Entries shown ->

──────────────────────────────

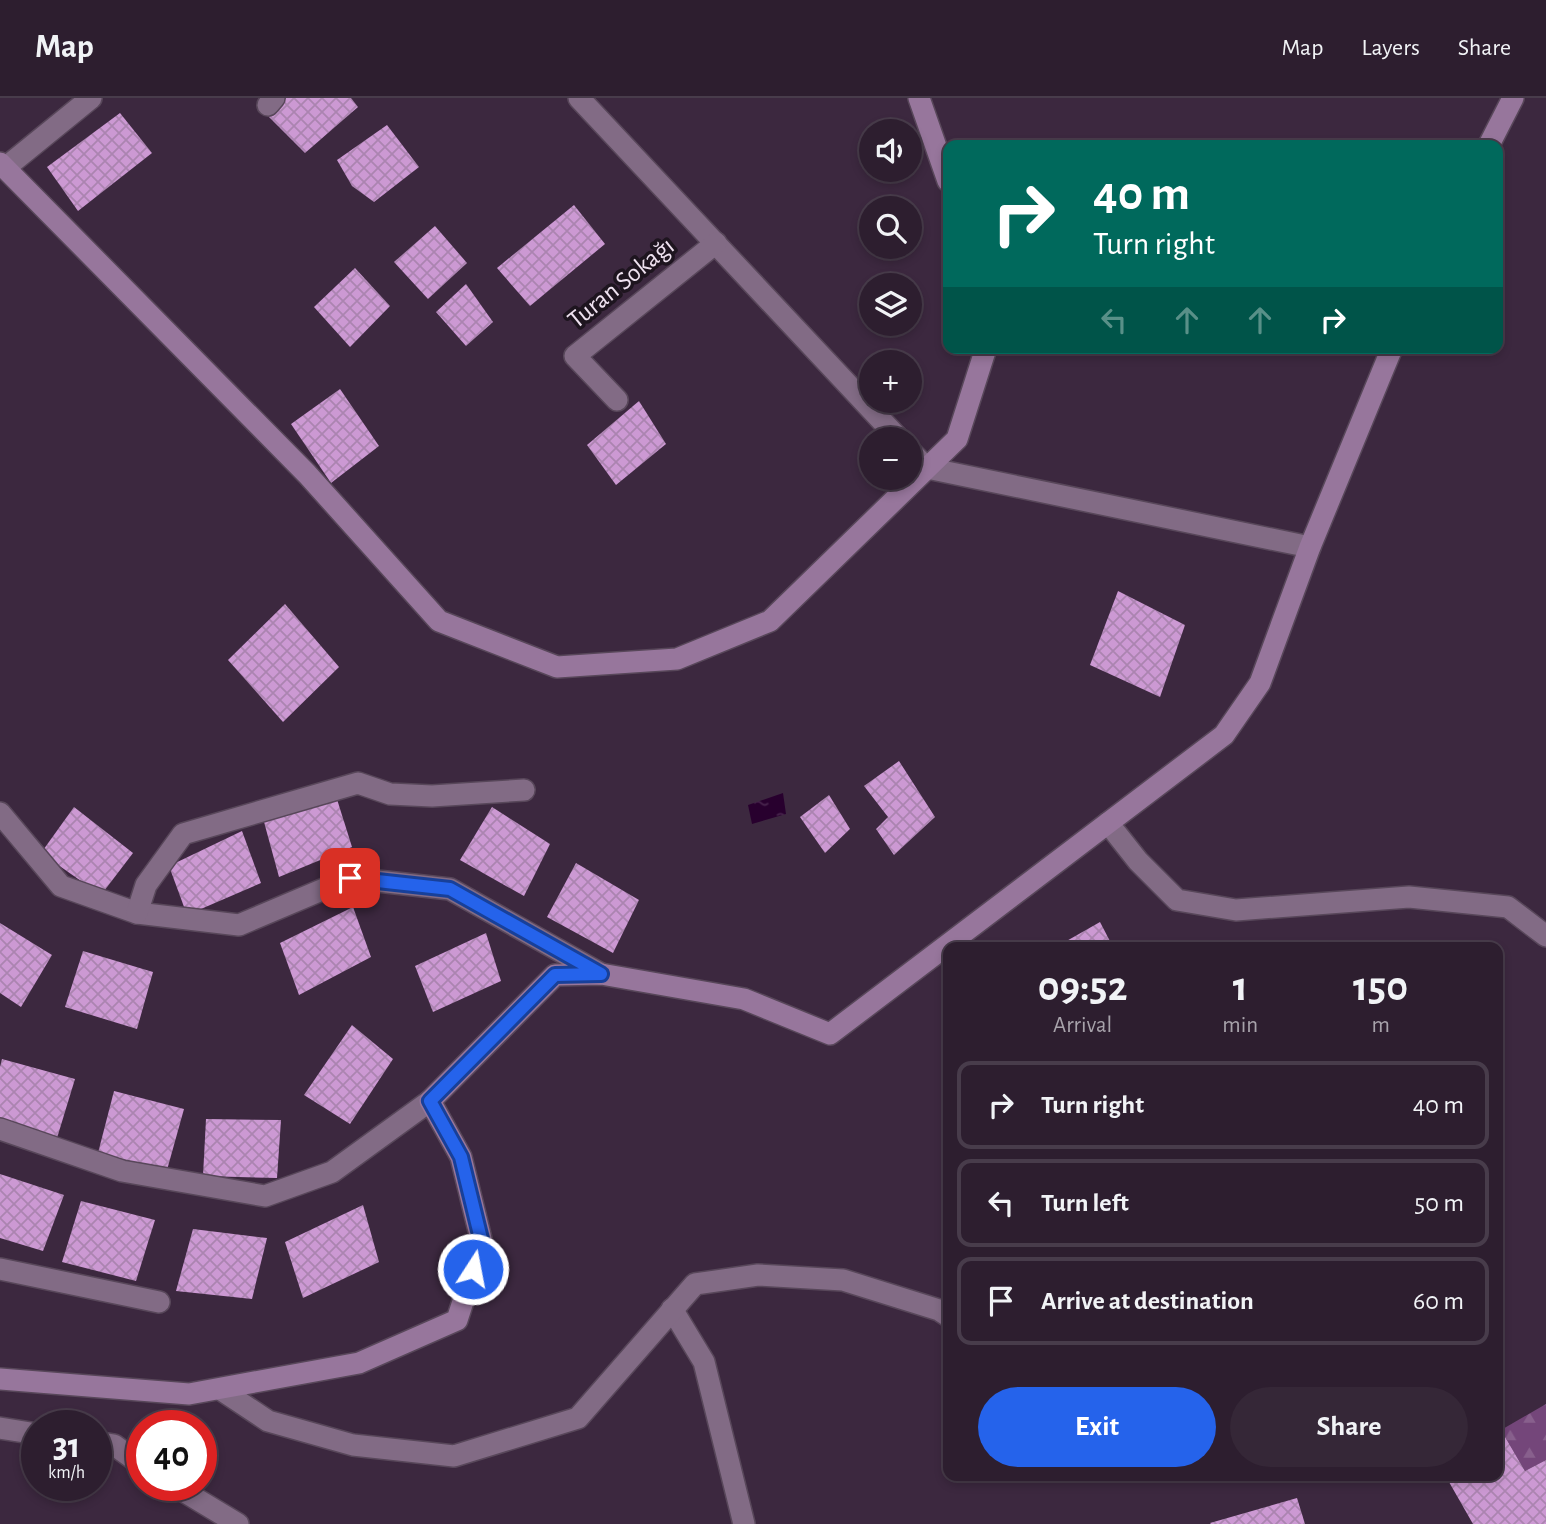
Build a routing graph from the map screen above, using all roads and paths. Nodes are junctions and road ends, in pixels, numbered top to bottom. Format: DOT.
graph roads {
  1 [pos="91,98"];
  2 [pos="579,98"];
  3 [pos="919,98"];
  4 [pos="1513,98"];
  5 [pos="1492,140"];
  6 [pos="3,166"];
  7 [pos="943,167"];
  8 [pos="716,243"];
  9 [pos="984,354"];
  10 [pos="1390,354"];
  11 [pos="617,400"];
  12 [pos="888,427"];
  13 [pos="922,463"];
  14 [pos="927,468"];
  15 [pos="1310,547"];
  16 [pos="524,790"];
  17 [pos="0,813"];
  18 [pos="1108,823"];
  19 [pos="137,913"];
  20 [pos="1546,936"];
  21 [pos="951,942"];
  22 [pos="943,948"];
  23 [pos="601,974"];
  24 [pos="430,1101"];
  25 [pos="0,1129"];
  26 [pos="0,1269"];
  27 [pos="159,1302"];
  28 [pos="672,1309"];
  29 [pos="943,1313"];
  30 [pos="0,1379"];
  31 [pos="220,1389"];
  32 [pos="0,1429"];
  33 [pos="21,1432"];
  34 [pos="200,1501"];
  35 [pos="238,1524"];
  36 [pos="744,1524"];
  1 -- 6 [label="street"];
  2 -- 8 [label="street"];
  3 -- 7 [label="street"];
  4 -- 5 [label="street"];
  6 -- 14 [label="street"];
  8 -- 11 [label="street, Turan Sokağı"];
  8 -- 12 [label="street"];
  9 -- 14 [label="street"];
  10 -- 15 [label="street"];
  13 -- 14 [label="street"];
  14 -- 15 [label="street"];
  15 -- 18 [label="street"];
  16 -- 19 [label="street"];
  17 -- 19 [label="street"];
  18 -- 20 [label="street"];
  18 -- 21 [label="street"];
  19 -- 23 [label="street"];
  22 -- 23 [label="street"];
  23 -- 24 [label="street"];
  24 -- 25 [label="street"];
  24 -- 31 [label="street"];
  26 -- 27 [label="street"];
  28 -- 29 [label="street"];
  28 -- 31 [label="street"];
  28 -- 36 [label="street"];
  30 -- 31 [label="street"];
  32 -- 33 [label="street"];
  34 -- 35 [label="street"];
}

──────────────────────────────

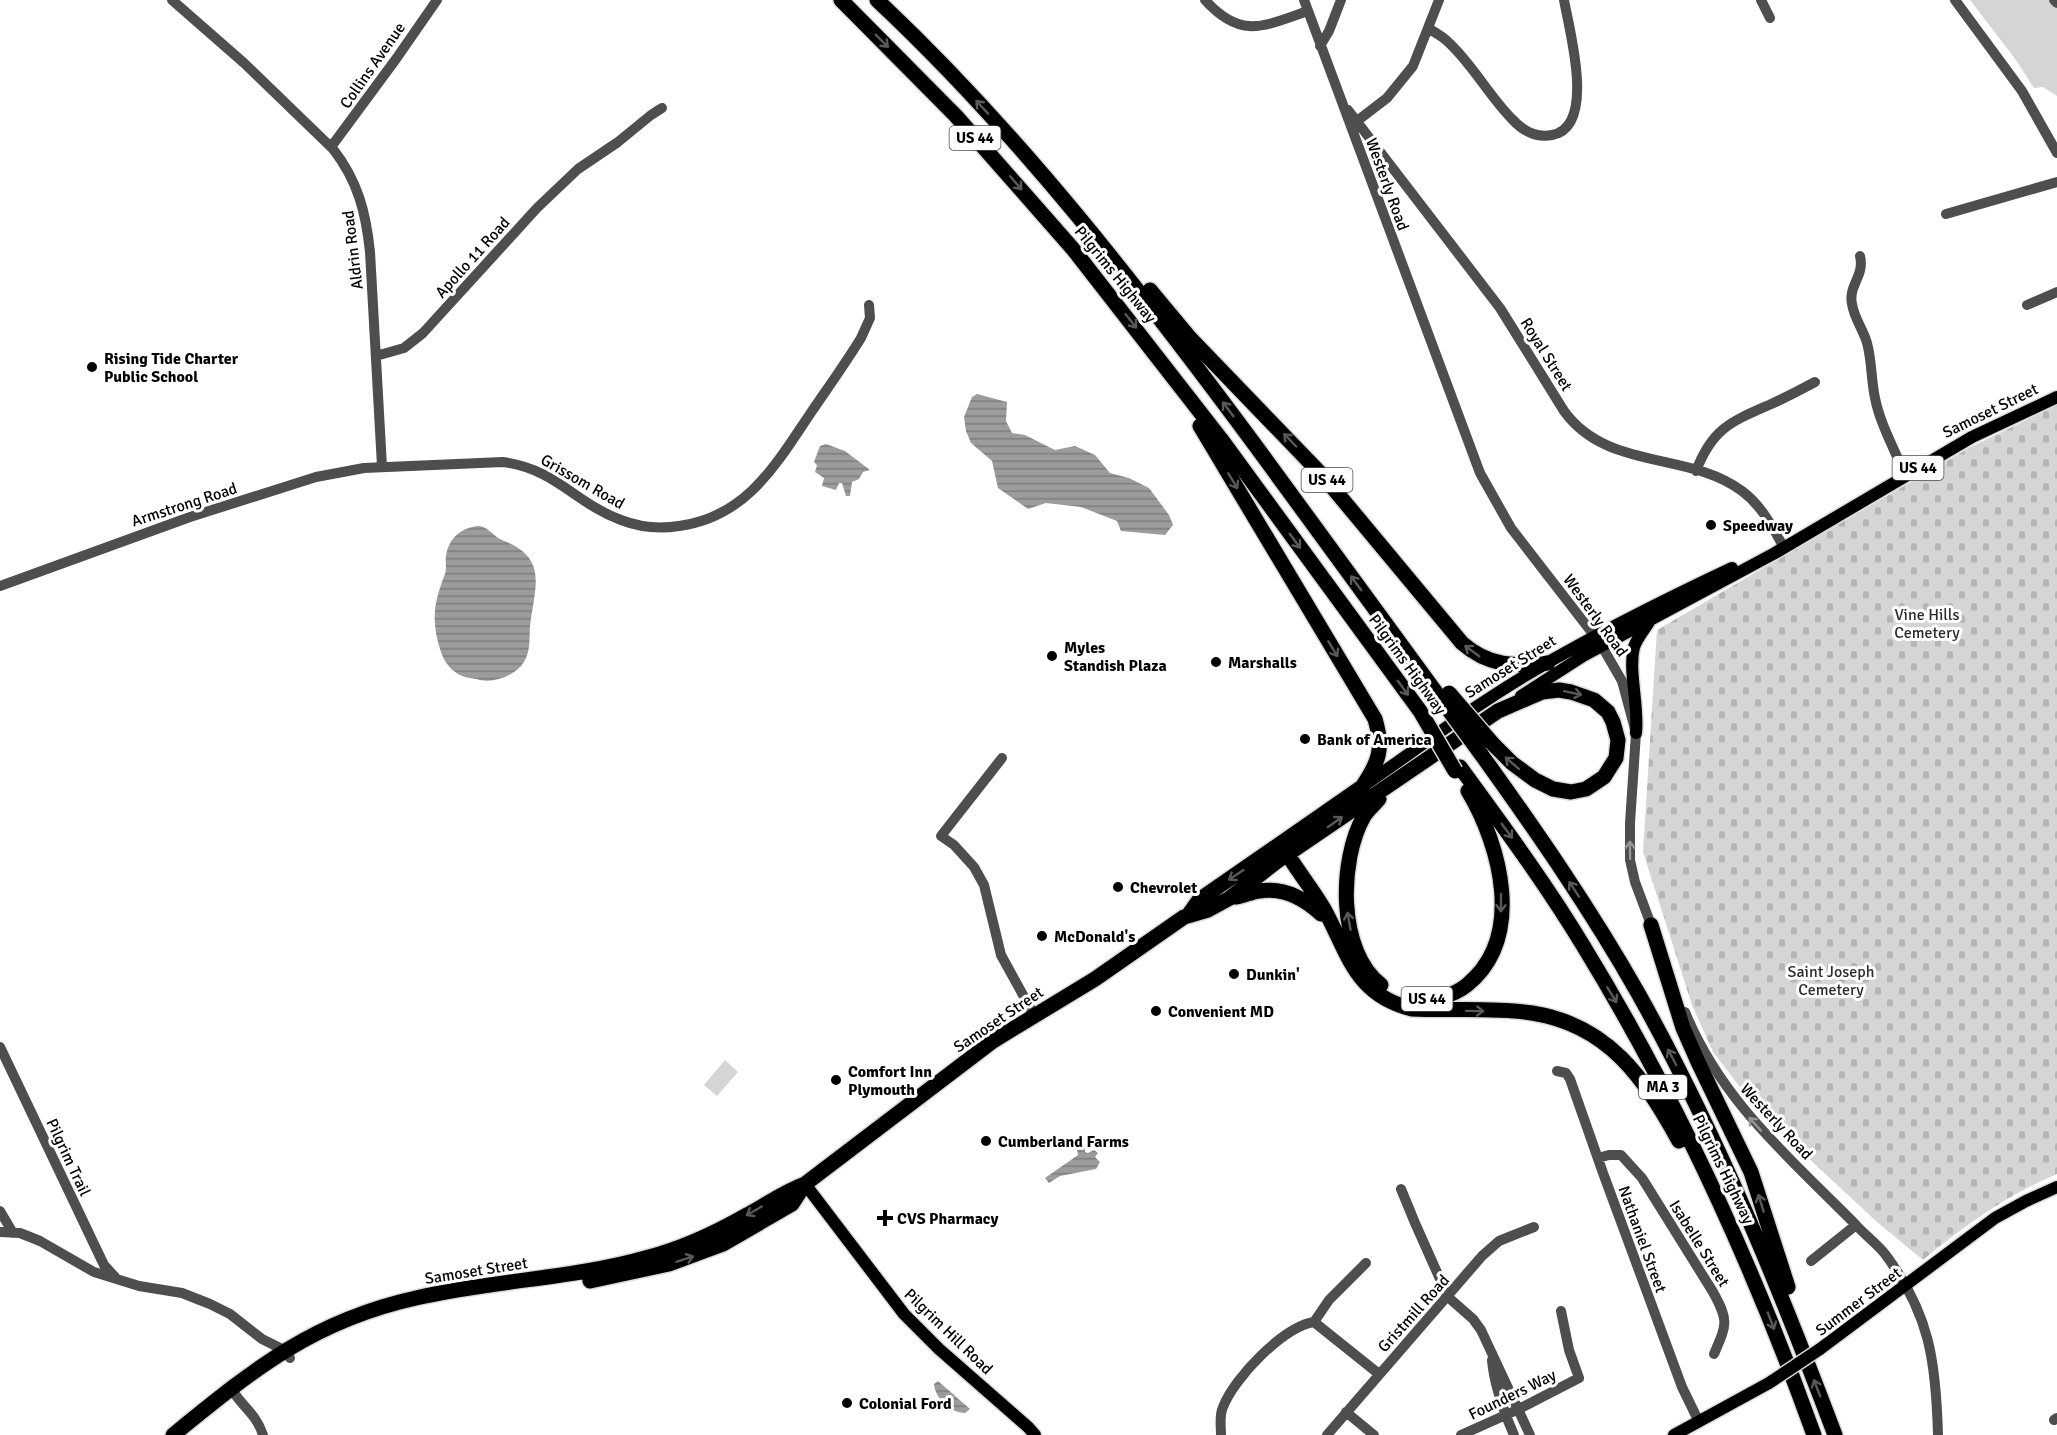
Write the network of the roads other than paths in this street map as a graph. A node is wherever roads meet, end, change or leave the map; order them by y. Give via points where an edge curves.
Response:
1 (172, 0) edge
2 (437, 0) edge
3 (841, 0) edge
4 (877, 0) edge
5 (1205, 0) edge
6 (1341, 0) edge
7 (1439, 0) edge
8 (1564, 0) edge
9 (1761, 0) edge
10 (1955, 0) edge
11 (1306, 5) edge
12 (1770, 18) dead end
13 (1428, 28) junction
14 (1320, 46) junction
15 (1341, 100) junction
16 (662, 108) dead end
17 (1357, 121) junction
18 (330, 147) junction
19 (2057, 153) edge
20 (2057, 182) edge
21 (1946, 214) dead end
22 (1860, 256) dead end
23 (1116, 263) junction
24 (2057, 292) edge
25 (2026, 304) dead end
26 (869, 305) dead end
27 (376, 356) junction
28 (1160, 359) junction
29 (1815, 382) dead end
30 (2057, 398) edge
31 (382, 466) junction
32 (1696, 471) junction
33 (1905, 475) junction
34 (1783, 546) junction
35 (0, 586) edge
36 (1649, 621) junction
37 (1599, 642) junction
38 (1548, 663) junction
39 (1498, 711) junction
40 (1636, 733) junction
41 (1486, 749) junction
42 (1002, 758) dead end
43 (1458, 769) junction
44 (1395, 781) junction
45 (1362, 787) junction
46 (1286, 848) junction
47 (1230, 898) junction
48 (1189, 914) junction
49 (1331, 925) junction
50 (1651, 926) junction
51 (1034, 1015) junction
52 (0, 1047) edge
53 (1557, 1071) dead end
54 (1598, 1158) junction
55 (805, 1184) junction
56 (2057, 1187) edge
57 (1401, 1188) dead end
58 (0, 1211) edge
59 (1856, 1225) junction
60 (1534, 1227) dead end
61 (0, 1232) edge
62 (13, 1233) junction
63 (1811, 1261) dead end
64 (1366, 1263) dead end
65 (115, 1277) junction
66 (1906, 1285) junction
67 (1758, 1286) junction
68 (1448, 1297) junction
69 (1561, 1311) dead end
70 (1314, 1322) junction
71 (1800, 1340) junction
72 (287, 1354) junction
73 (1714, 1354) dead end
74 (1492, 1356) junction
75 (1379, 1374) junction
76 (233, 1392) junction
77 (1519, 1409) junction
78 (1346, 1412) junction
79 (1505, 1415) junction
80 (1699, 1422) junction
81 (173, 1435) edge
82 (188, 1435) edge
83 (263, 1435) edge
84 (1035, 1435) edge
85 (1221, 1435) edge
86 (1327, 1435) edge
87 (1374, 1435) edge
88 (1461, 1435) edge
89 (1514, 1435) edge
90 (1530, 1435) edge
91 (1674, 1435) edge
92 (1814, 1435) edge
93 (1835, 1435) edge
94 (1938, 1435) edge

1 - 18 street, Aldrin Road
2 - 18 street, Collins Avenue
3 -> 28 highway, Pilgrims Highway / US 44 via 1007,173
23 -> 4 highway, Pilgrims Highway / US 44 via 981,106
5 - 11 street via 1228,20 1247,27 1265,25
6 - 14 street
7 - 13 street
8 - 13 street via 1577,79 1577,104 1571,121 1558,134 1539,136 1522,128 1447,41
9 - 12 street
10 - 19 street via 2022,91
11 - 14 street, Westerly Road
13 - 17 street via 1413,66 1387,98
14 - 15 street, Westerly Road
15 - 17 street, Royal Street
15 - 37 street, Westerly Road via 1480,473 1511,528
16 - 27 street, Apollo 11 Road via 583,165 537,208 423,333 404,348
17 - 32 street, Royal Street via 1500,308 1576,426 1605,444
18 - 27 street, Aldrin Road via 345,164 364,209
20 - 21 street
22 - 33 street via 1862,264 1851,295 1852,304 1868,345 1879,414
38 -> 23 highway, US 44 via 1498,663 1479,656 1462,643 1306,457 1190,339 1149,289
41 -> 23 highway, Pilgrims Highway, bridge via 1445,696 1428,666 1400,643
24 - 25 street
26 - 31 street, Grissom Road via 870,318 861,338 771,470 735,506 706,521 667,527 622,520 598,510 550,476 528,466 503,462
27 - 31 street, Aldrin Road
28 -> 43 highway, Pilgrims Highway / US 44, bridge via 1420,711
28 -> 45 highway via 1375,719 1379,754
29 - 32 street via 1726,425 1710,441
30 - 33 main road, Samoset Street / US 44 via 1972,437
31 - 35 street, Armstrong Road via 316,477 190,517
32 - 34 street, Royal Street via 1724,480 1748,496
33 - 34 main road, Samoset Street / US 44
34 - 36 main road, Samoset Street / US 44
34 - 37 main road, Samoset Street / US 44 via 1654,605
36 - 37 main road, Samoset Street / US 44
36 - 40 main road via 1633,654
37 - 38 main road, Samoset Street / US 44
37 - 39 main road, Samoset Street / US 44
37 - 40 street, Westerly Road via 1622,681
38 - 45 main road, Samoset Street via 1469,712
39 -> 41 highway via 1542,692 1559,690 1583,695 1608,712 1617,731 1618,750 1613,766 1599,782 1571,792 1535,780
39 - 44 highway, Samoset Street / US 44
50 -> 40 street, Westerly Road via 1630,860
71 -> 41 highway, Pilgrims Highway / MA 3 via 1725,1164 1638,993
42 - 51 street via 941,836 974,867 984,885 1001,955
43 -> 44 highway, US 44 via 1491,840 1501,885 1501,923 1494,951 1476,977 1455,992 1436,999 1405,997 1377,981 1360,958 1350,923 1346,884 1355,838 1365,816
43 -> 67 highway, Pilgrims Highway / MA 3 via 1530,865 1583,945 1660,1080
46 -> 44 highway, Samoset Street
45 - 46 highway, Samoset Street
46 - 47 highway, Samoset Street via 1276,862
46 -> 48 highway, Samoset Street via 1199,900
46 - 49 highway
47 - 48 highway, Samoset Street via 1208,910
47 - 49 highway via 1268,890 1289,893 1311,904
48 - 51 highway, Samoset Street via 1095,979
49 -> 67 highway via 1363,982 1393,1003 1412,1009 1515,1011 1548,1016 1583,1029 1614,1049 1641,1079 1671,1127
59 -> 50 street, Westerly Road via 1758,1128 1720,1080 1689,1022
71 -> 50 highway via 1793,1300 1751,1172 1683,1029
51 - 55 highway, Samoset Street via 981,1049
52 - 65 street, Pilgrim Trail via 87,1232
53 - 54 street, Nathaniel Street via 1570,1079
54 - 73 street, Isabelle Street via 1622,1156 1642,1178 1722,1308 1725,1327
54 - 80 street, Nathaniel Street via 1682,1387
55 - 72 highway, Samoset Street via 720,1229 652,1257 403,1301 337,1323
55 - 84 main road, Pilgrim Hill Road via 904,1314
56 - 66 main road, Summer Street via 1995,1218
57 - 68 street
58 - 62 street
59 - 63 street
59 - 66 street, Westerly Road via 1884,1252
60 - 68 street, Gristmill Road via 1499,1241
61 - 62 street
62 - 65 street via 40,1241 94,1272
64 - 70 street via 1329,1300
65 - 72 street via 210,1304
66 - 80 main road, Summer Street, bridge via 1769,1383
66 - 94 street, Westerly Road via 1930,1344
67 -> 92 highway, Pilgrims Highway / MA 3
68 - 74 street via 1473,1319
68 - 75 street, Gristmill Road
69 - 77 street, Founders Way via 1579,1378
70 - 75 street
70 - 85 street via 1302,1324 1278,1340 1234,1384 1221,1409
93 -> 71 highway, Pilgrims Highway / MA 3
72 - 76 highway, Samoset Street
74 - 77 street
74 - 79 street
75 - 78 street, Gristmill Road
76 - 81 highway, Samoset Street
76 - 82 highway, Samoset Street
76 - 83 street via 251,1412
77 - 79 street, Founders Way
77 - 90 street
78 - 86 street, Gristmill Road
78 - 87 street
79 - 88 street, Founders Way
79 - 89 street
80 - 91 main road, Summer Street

──────────────────────────────

Exercise requirements -> Respond with a single number: the count of lines in the entries above that contain the string "Westerly".

Answer for this exercise -> 8